===== TASK MATERIAL =====

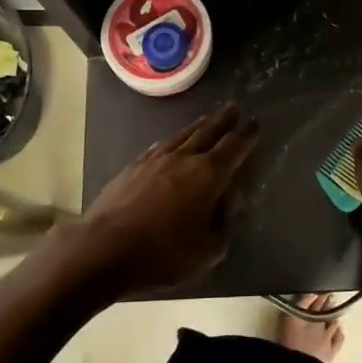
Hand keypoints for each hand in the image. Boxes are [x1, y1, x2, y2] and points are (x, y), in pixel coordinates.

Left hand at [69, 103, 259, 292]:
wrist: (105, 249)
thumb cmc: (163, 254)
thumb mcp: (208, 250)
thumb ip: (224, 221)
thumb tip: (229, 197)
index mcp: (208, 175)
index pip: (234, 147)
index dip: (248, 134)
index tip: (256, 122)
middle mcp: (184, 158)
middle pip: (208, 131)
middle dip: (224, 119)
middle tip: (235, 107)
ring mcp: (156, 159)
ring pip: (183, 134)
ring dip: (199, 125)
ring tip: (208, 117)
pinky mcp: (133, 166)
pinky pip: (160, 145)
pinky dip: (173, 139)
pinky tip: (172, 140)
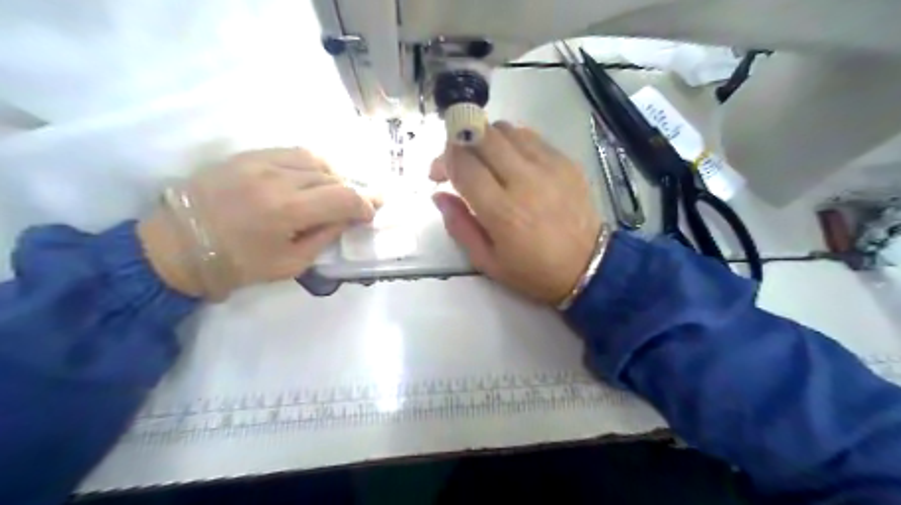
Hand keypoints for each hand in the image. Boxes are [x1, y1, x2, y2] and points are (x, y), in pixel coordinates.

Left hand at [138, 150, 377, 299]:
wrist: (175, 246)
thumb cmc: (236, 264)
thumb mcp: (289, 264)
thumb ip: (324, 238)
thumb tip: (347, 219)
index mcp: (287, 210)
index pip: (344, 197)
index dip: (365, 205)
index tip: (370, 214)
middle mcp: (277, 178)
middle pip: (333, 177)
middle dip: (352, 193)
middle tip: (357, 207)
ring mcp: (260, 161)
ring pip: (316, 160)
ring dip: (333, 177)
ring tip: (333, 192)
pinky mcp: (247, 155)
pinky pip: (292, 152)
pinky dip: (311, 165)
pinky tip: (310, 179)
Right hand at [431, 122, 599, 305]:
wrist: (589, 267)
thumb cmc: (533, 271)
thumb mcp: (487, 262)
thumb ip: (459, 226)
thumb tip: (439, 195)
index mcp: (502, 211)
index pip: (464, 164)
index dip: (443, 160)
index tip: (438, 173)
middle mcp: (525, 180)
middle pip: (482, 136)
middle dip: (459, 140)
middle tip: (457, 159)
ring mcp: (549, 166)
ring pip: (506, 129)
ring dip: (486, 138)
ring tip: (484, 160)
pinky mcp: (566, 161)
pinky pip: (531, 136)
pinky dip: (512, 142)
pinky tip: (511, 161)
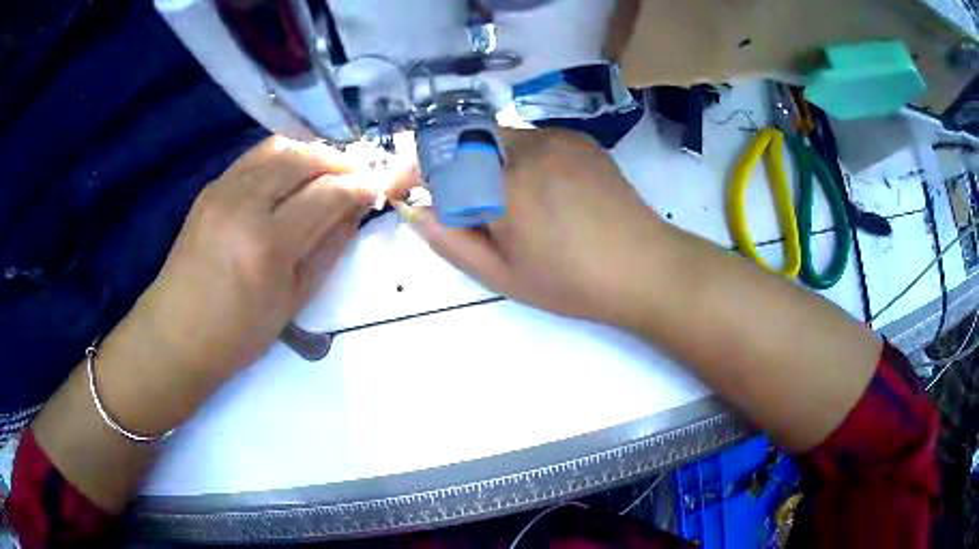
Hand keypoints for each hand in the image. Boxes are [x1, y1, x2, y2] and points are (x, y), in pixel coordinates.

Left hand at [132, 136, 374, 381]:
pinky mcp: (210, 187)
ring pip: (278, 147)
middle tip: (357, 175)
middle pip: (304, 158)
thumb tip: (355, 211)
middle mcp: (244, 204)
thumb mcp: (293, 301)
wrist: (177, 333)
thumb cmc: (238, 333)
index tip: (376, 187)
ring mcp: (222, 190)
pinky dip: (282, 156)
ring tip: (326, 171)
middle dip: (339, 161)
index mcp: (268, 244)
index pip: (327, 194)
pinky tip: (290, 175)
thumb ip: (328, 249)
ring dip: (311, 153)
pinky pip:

=====
===== TASK MATERIAL =====

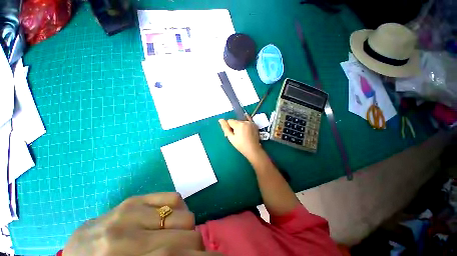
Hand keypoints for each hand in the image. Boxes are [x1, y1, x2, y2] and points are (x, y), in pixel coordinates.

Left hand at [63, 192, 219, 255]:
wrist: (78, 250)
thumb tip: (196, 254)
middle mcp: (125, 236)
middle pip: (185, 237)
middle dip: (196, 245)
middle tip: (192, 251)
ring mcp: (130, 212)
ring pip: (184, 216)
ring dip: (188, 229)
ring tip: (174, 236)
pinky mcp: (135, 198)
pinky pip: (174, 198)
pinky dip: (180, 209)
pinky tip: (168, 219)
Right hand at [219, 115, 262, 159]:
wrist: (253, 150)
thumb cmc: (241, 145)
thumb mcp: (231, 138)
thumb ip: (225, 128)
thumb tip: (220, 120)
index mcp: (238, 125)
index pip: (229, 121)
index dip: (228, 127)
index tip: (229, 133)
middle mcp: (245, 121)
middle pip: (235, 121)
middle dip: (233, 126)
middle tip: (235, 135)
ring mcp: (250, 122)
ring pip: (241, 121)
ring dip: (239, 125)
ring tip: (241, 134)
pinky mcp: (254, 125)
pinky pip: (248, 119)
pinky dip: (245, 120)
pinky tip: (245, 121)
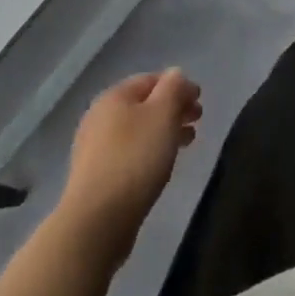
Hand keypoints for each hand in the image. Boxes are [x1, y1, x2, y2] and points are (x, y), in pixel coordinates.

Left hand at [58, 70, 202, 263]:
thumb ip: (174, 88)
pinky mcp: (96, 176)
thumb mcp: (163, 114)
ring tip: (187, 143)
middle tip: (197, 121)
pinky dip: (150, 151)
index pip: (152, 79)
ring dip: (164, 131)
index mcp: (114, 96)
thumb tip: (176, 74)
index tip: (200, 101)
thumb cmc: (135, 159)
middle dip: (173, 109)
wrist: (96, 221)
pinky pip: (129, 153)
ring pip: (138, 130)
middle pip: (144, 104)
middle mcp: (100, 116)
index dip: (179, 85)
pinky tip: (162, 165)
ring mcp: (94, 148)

=====
===== TASK MATERIAL =====

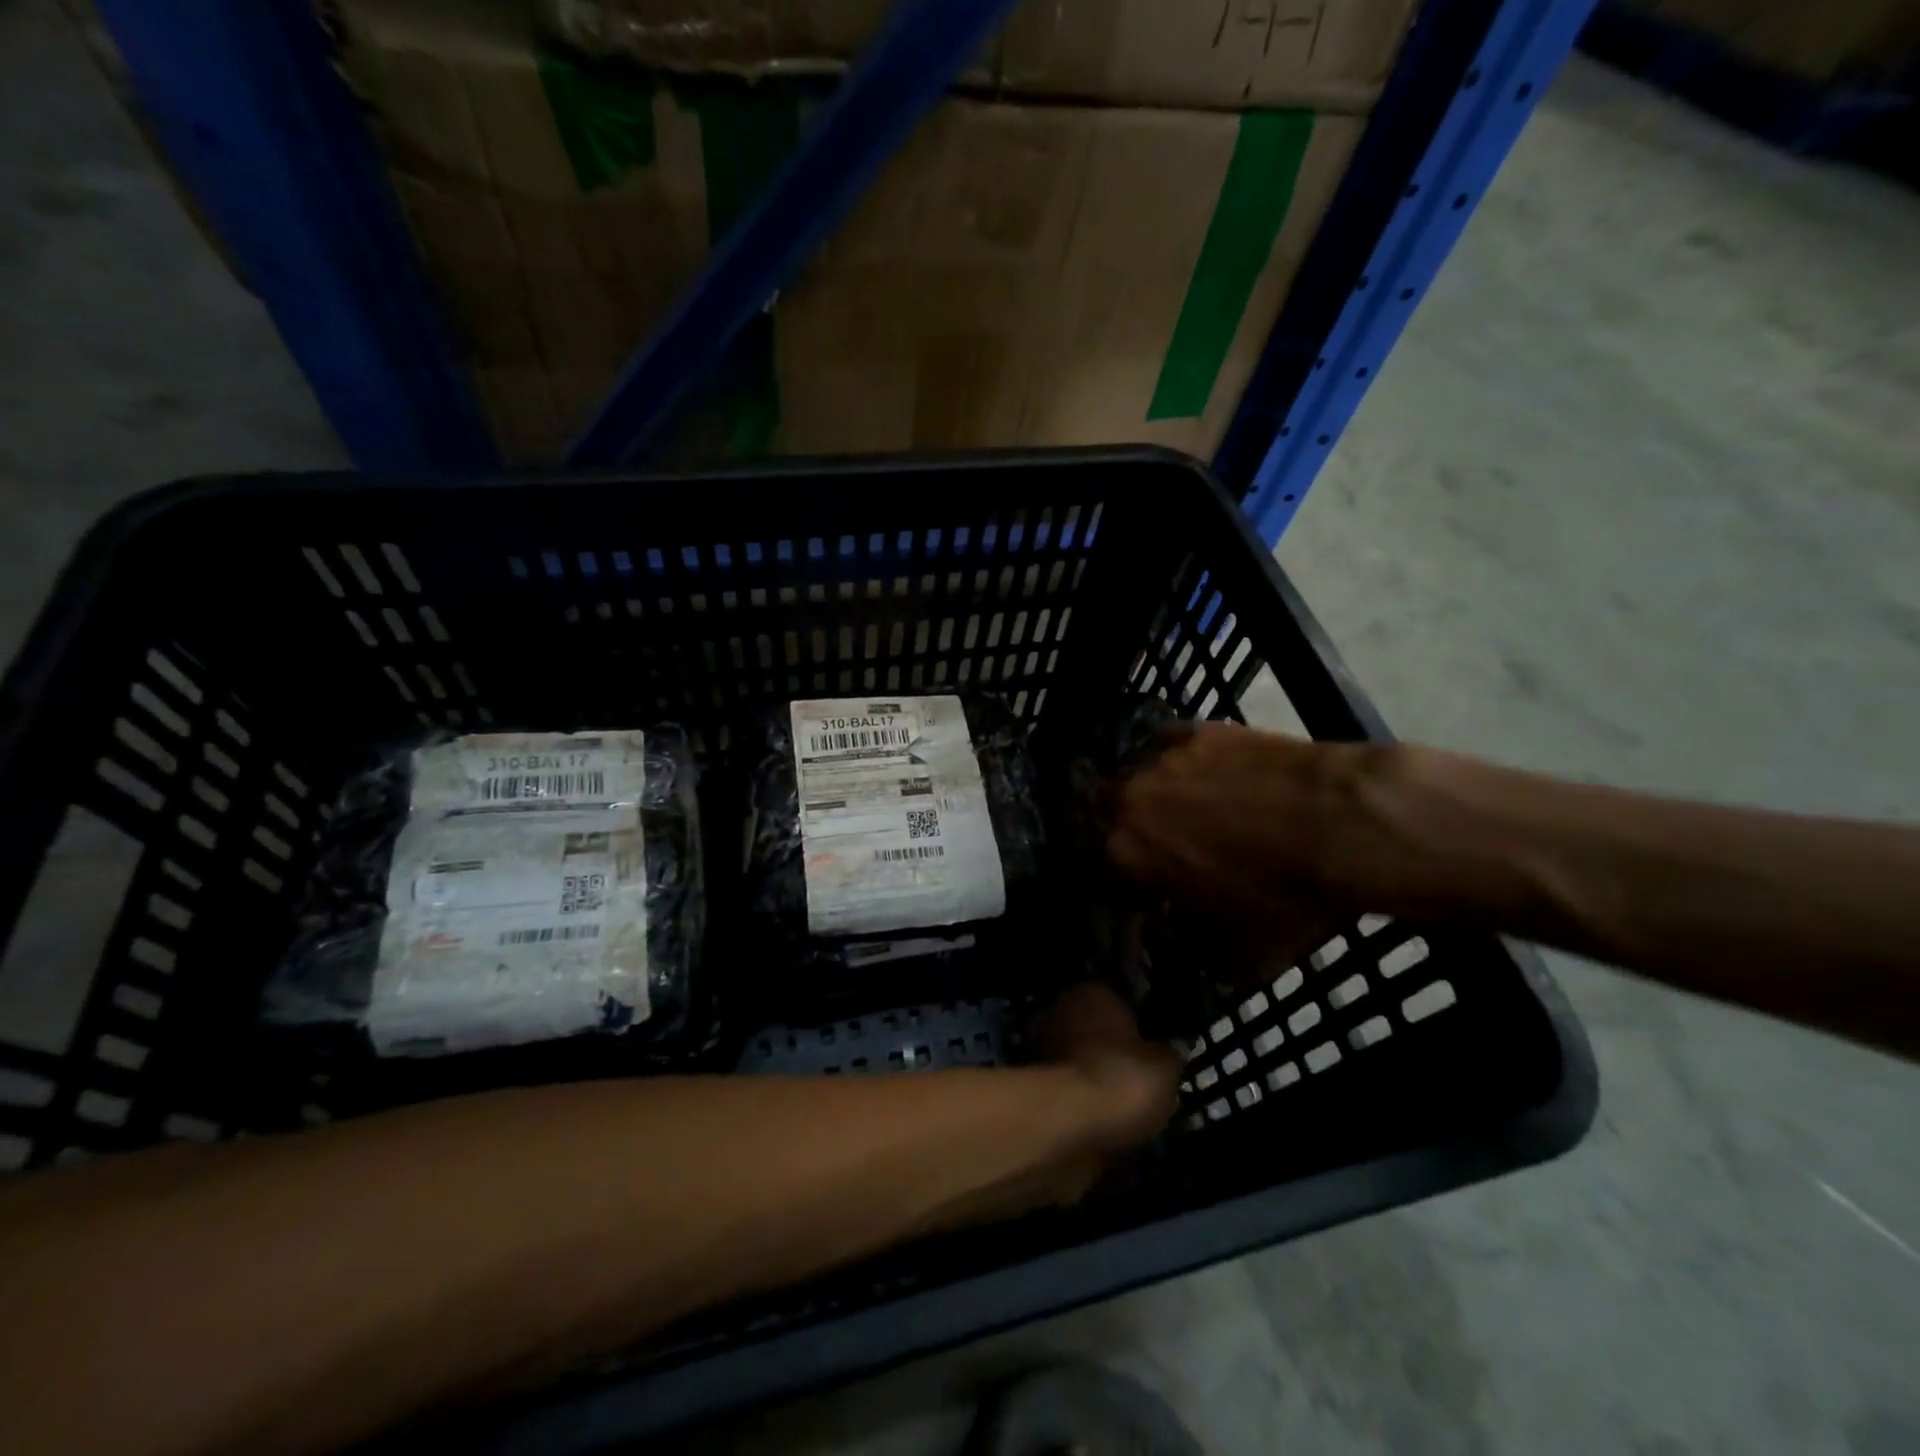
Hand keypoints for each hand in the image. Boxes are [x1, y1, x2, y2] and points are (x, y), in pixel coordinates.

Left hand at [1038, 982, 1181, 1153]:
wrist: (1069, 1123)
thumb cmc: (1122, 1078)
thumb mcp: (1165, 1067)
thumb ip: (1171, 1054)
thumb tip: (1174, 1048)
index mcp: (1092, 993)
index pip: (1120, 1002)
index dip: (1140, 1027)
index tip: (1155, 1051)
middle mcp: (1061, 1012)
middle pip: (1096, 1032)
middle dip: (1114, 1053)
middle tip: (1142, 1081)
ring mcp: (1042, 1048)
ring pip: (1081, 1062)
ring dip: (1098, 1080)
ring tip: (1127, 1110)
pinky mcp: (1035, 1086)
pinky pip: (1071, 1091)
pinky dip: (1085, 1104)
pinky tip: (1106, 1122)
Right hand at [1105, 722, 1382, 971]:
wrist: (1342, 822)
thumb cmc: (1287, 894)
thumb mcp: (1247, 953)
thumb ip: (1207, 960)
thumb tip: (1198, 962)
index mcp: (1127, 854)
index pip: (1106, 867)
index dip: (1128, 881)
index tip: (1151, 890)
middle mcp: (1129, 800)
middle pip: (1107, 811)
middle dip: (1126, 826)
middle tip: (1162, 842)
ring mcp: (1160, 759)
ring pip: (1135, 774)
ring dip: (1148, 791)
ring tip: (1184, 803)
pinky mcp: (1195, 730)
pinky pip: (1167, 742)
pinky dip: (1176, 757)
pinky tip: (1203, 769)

=====

## WHAT NEEDS TO BE DONE
Each line above with the word "wrist" needs to be copied.

## REPLY
wrist: (105, 249)
wrist: (175, 246)
wrist: (589, 267)
wrist: (177, 333)
wrist: (78, 250)
wrist: (253, 150)
wrist: (96, 221)
wrist: (1069, 1123)
wrist: (1342, 822)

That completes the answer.